Extinct volcano in Texas

The Leyva Canyon Volcano is an extinct trachyte shield volcano located in Big Bend Ranch State Park in western Presidio County, Texas. Last erupted in the Oligocene (27.3- 27.1 Ma), the volcano is composed mostly of trachyte, rhyolite pyroclastic flows, lava dome fragments, and lahars, which all erupted from numerous vents around a main central caldera near the central of the Bofecillos Mountains. The volcano is associated with the Trans-Pecos Volcanic Field.

Leyva Canyon Volcano is one of six volcanoes that form the Bofecillos Mountains Volcanic Complex, and is the oldest of the felsic volcanoes in the complex, with the Fresno Shield Volcano being the oldest, dating at 32–29 Ma.
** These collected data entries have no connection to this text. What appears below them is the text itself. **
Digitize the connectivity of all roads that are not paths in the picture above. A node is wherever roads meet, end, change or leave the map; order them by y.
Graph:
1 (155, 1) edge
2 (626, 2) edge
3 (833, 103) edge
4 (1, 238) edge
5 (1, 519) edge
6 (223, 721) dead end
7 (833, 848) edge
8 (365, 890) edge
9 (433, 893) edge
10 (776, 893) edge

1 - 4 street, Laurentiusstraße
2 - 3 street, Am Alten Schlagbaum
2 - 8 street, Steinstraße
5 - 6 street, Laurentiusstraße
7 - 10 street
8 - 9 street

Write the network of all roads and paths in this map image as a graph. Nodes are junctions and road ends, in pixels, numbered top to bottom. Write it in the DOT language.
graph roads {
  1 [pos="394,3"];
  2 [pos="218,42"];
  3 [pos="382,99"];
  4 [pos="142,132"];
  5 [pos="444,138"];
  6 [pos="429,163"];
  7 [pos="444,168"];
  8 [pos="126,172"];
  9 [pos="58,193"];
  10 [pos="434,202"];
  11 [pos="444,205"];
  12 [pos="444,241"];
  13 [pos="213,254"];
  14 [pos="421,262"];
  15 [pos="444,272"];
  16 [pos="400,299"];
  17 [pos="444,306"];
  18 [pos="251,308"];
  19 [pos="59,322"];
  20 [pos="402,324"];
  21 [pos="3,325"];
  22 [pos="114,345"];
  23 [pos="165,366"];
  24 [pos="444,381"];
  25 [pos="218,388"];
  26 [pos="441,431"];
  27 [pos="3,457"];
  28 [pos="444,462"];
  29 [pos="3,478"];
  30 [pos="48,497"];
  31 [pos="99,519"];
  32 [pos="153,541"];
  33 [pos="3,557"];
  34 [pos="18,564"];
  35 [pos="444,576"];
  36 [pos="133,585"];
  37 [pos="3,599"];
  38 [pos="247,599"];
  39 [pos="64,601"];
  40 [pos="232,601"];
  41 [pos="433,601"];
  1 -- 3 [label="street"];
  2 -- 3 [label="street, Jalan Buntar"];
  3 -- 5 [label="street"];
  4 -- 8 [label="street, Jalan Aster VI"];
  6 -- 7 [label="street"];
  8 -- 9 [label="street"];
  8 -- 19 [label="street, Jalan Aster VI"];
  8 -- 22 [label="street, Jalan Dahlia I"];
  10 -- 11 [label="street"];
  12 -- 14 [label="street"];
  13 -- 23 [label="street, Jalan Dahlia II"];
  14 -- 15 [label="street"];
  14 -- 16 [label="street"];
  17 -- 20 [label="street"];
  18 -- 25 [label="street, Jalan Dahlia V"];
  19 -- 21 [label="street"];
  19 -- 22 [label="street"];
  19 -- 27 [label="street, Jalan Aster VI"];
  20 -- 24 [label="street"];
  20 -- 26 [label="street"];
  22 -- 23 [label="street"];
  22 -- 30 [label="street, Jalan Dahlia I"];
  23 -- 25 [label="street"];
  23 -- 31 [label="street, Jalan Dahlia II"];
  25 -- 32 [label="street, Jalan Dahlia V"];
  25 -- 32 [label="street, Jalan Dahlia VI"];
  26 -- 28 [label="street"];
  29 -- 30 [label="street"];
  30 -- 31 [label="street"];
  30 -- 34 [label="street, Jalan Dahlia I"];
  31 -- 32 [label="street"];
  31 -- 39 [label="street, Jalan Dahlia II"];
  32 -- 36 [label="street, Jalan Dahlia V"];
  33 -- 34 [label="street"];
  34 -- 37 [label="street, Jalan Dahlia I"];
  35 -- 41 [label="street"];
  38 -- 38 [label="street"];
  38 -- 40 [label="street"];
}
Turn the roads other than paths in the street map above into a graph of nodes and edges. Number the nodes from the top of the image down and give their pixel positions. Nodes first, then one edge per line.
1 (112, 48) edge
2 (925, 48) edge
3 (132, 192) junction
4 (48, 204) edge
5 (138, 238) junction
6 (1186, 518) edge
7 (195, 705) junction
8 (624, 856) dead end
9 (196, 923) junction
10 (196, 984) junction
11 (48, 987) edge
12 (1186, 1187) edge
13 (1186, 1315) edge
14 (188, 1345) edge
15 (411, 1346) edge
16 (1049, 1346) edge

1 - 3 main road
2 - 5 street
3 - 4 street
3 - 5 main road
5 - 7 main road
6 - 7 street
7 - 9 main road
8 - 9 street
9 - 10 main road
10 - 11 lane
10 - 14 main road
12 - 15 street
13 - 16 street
The pyroclastic flows associated with the Leyva Canyon Volcano are high in silica and very explosive in nature, being composed of peraluminous high silica rhyolite and peralkaline quartz trachyte.

The formation of the Leyva Canyon Volcano began with the eruption of rhyolite along a small fissure near the central vent, flowing south to southwest. This was followed by an ash flow eruption that flowed in the same direction. Near the Guale Mesa, Cerro de las Burras, and Three Dike Hill, this ash flow tuff was 24 to 27.5 meters thick. The ash flow gradually thinned out near the Botella Horst. Based on this, it was estimated to have erupted with 1 km^3 of ejecta volume, presumably rating 3–4 on the volcanic explosivity index.

Along Bofecillos Canyon, ash flow and lahar deposits were 37 meters thick with some lapilli measuring 60 cm across. Above this lapilli tuff is presumed to be air fall ash deposits.